## Aim of the exercise
In the entries below, identify every line with the string "Mwanza" and copy it.
==*==
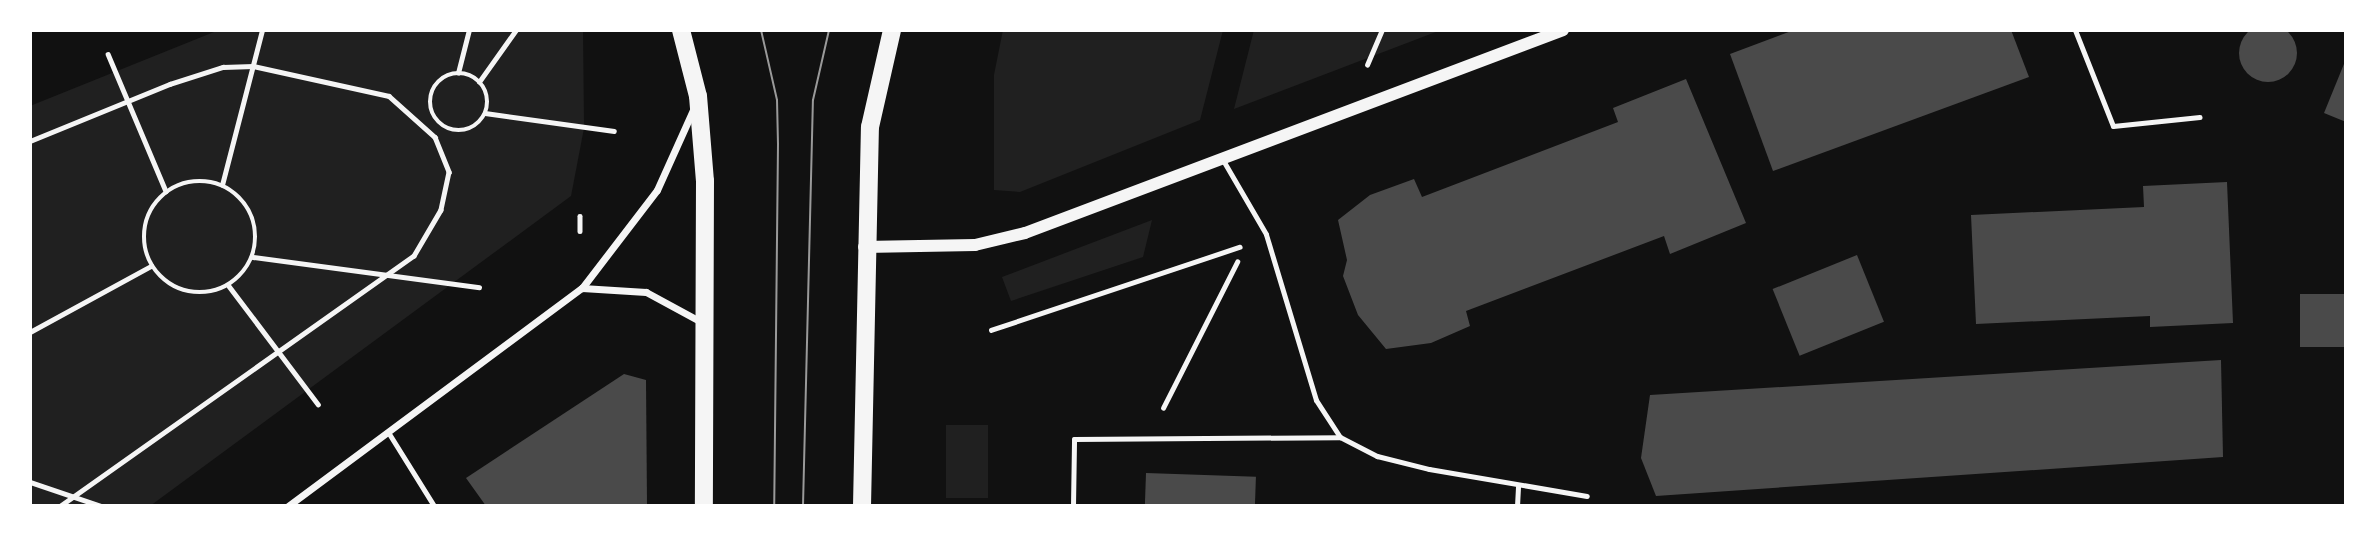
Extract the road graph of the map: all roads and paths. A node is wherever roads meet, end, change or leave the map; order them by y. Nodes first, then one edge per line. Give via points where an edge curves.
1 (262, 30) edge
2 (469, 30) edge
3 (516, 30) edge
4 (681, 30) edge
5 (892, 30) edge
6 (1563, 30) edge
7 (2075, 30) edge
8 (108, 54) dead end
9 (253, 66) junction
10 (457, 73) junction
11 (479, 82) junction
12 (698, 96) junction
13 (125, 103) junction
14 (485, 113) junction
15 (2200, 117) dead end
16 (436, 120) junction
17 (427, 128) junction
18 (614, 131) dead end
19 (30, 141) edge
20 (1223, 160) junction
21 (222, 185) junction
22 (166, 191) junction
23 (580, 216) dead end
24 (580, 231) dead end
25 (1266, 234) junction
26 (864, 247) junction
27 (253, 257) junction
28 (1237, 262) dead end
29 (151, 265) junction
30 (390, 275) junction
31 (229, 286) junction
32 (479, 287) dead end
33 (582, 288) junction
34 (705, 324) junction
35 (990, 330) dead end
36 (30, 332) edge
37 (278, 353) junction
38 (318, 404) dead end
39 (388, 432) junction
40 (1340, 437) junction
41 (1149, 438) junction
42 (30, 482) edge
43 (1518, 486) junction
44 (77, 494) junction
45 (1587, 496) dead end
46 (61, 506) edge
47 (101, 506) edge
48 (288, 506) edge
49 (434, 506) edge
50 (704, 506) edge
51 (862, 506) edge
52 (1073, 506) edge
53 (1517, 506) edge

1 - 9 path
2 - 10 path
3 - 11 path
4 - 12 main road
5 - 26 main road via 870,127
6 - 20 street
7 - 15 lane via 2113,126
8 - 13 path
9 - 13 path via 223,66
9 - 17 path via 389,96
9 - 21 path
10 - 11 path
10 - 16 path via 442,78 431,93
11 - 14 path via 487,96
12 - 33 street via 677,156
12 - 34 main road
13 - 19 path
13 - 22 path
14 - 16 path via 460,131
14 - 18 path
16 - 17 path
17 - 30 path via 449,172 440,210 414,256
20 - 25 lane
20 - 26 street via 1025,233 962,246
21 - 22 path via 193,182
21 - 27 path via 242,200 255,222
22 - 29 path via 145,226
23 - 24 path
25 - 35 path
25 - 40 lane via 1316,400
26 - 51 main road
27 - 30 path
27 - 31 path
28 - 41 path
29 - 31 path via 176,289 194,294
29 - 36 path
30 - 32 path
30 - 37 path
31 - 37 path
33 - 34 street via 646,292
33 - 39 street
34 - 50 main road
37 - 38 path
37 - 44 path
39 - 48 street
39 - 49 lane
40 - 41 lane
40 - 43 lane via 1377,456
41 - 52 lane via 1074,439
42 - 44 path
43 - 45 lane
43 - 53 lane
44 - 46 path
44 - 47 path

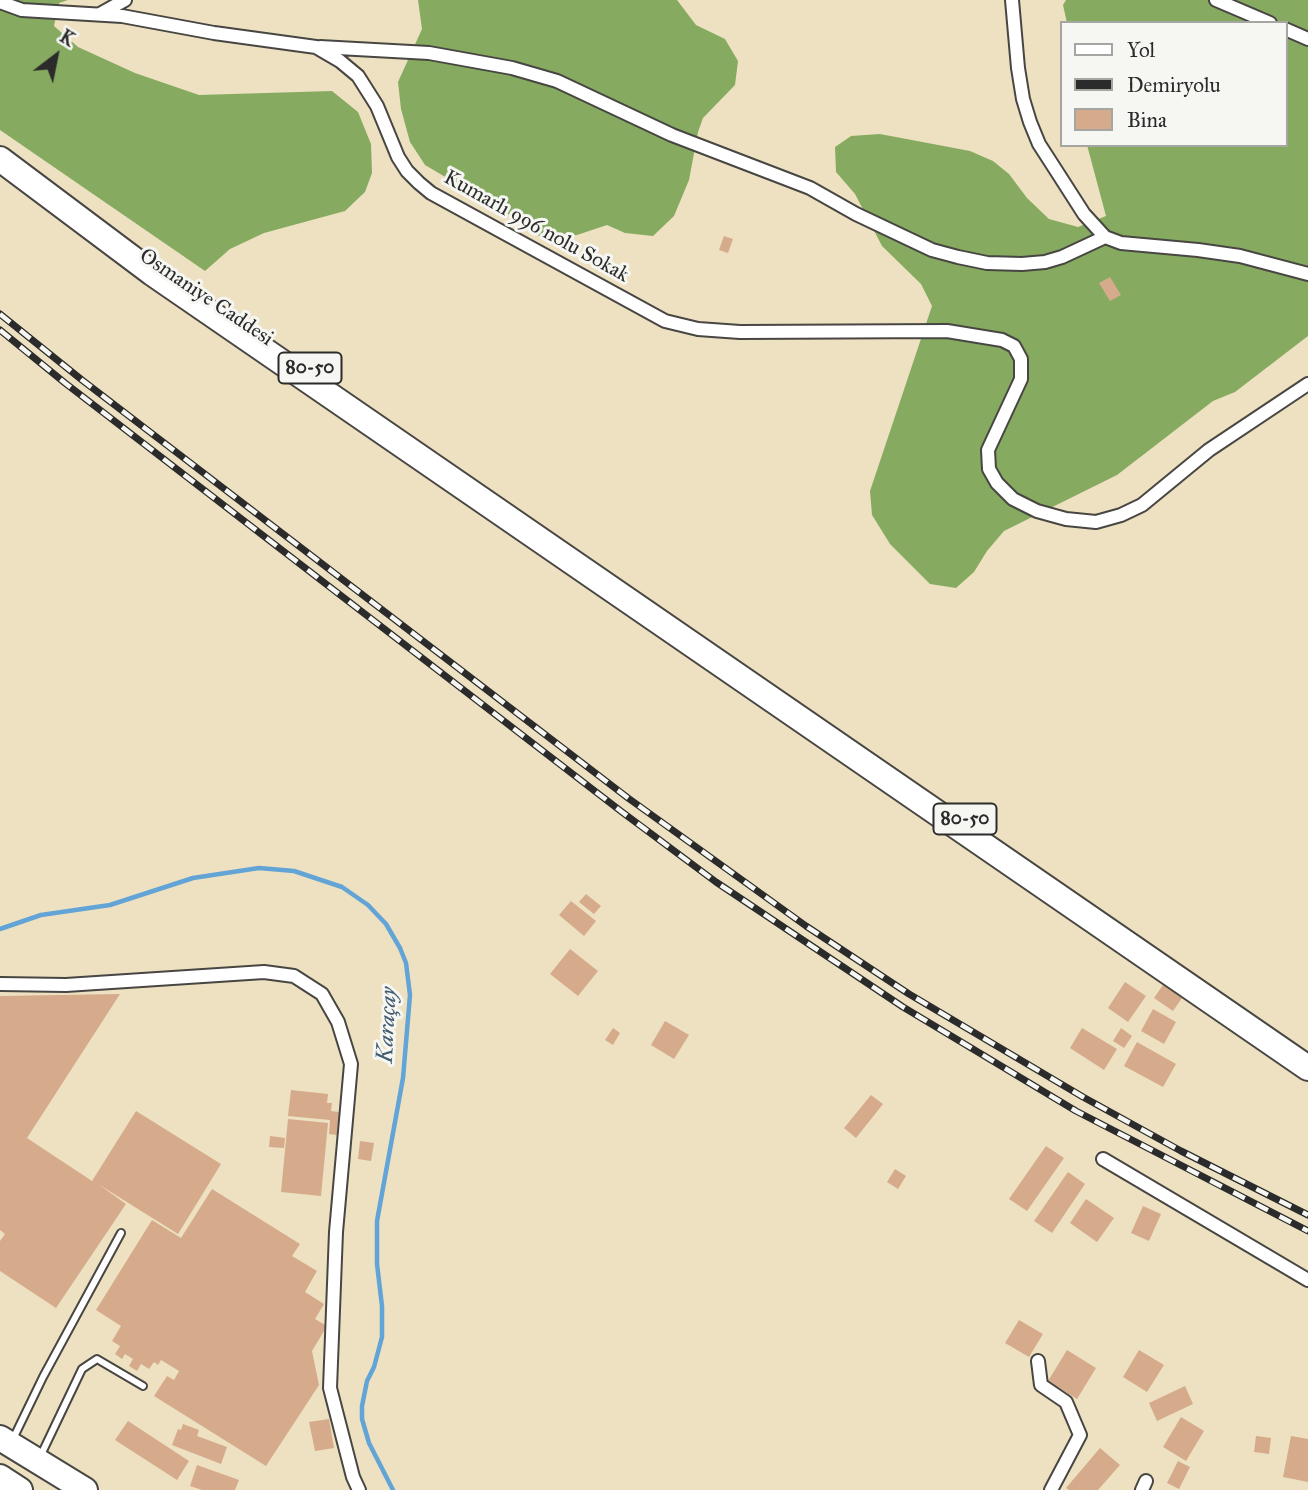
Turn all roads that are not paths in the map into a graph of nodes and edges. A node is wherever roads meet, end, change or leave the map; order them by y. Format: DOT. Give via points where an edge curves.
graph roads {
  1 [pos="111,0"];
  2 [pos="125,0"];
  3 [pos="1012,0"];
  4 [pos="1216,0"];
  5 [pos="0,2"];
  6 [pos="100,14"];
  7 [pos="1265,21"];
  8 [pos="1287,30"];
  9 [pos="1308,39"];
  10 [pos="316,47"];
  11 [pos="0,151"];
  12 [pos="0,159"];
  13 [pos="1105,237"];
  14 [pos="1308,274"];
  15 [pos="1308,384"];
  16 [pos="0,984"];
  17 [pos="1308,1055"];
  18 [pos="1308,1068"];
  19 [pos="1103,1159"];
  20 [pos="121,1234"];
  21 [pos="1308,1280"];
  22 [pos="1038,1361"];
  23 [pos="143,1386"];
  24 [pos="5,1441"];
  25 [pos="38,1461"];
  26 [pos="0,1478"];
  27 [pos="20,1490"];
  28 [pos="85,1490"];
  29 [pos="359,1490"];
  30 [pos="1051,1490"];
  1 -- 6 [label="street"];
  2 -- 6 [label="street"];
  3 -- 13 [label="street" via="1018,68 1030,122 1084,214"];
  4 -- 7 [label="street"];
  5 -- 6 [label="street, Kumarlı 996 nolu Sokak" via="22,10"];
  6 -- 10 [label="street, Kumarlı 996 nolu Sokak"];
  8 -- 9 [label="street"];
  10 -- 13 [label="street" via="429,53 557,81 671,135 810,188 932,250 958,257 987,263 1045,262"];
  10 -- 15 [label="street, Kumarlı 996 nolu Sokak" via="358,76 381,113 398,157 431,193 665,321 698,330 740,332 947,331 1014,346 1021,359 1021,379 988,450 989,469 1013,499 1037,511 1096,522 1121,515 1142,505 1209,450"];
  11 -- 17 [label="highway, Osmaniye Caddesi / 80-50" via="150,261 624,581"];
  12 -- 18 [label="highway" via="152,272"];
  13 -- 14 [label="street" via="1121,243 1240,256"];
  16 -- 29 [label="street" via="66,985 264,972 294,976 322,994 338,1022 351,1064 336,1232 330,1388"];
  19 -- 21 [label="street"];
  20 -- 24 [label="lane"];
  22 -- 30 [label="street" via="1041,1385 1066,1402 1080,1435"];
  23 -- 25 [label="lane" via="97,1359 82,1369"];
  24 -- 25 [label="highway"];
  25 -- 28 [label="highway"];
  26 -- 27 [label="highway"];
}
==*==
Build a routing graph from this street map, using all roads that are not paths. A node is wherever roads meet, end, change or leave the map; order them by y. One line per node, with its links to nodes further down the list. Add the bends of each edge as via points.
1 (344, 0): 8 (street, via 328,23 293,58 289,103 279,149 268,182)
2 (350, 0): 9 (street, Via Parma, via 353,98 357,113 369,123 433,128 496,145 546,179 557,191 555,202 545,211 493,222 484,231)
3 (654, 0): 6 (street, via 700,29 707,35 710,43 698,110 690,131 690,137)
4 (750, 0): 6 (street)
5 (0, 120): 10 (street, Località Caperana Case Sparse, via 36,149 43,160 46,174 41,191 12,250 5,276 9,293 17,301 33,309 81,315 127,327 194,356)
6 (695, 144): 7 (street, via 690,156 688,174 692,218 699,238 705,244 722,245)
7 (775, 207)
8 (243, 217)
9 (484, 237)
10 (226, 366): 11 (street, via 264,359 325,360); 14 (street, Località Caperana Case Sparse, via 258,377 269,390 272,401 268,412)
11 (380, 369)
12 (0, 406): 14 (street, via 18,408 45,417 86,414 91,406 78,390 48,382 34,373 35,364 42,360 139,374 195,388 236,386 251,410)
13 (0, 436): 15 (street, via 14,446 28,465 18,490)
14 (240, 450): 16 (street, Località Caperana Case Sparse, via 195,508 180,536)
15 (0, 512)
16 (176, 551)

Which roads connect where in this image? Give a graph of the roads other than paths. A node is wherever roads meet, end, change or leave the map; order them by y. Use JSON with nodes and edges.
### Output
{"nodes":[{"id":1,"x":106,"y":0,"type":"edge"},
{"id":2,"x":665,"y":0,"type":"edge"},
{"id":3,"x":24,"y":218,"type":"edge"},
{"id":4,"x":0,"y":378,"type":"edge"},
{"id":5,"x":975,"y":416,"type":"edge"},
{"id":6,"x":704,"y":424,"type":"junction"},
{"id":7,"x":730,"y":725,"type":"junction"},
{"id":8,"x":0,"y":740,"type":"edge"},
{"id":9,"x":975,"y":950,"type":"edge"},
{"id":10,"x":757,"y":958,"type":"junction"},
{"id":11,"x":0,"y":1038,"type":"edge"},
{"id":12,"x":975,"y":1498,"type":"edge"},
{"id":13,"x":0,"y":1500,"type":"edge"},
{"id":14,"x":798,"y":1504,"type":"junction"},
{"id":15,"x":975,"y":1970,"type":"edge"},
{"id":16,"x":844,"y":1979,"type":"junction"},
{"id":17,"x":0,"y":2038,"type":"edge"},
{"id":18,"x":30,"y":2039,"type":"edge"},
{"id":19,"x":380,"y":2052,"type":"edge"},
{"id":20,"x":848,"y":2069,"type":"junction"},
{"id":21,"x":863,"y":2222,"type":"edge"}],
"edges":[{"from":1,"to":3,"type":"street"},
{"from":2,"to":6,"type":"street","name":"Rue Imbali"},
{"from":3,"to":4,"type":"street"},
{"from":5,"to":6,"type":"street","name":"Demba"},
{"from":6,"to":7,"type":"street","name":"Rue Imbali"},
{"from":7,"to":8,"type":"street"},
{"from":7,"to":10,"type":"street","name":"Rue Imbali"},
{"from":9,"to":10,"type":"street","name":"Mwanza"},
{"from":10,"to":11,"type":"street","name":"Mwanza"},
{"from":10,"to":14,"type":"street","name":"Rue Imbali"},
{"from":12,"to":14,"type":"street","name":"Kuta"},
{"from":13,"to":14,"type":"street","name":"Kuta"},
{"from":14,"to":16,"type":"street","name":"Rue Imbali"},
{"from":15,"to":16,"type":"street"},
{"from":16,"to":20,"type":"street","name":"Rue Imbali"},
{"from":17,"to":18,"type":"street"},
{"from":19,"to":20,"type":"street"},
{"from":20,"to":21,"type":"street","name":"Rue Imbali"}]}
==*==
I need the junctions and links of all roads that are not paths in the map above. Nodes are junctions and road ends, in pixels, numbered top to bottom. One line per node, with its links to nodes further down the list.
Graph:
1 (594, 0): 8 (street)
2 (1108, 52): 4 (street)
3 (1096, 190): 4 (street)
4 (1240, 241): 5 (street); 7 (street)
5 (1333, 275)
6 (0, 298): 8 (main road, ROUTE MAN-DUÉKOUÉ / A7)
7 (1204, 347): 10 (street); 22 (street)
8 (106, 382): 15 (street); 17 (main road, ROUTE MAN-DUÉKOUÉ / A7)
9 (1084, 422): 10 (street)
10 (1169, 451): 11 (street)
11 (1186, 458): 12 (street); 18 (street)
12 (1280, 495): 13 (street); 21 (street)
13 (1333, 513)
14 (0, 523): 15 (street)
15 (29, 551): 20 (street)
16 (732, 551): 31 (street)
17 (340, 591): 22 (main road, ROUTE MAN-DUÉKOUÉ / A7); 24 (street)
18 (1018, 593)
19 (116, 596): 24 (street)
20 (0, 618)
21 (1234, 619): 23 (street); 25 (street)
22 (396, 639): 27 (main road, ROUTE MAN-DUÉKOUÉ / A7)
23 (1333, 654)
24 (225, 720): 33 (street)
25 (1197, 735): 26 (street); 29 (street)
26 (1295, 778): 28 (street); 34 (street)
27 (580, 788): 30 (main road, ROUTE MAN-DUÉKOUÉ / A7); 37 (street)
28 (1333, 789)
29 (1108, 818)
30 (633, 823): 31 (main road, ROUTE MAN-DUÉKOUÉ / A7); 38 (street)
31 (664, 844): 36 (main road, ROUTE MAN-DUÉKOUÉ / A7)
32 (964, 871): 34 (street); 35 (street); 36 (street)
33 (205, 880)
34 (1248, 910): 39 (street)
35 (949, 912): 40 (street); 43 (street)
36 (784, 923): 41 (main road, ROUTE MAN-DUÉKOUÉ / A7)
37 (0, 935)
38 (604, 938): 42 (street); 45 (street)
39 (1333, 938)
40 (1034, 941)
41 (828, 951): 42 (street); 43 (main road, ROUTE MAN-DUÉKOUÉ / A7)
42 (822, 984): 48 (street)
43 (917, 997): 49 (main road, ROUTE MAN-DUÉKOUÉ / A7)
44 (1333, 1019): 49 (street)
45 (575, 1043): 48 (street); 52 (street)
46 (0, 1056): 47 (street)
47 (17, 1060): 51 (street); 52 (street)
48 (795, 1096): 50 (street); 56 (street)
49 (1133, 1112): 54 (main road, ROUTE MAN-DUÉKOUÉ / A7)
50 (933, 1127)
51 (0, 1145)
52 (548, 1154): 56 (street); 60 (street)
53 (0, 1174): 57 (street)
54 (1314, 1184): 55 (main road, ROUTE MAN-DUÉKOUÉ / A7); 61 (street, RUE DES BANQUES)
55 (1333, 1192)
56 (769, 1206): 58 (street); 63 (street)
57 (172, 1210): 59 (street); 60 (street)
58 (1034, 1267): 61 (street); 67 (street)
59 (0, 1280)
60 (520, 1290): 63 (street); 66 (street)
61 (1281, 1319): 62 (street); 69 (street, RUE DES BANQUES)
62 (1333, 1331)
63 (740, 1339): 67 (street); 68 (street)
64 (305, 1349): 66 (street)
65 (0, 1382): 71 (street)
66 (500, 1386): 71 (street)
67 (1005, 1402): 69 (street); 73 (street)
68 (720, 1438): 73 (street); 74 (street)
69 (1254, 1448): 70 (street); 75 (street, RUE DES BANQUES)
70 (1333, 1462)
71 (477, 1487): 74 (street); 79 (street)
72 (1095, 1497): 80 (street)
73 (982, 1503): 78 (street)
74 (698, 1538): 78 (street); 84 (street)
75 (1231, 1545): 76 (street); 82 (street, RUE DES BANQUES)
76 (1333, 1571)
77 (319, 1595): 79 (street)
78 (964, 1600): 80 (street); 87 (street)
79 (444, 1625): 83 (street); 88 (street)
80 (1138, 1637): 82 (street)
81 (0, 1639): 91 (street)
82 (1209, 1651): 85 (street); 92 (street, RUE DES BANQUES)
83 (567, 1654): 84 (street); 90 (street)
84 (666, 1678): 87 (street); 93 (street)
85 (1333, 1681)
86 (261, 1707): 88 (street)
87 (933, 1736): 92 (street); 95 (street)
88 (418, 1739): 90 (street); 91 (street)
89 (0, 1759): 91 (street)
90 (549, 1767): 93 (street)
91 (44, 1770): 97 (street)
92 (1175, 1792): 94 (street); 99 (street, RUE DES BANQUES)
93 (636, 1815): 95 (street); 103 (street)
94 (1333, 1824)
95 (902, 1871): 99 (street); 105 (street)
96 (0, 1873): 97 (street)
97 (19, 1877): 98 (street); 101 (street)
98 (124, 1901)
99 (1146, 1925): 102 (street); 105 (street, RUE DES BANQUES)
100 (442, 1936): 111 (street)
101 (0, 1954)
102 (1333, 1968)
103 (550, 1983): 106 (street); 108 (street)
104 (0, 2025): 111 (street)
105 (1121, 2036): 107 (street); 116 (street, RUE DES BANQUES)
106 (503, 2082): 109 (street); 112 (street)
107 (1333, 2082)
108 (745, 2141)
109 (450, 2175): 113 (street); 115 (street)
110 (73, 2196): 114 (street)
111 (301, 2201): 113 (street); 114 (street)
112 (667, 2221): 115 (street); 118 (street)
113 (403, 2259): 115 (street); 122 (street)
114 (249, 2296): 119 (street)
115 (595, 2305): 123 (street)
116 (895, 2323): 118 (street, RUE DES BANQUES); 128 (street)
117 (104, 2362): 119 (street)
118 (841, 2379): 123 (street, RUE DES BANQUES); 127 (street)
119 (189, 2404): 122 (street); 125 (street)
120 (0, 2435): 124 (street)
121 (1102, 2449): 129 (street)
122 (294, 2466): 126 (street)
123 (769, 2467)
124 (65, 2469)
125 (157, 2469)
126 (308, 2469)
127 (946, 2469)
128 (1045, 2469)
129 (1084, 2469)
==*==
## Reply to the task
{"from":9,"to":10,"type":"street","name":"Mwanza"},
{"from":10,"to":11,"type":"street","name":"Mwanza"},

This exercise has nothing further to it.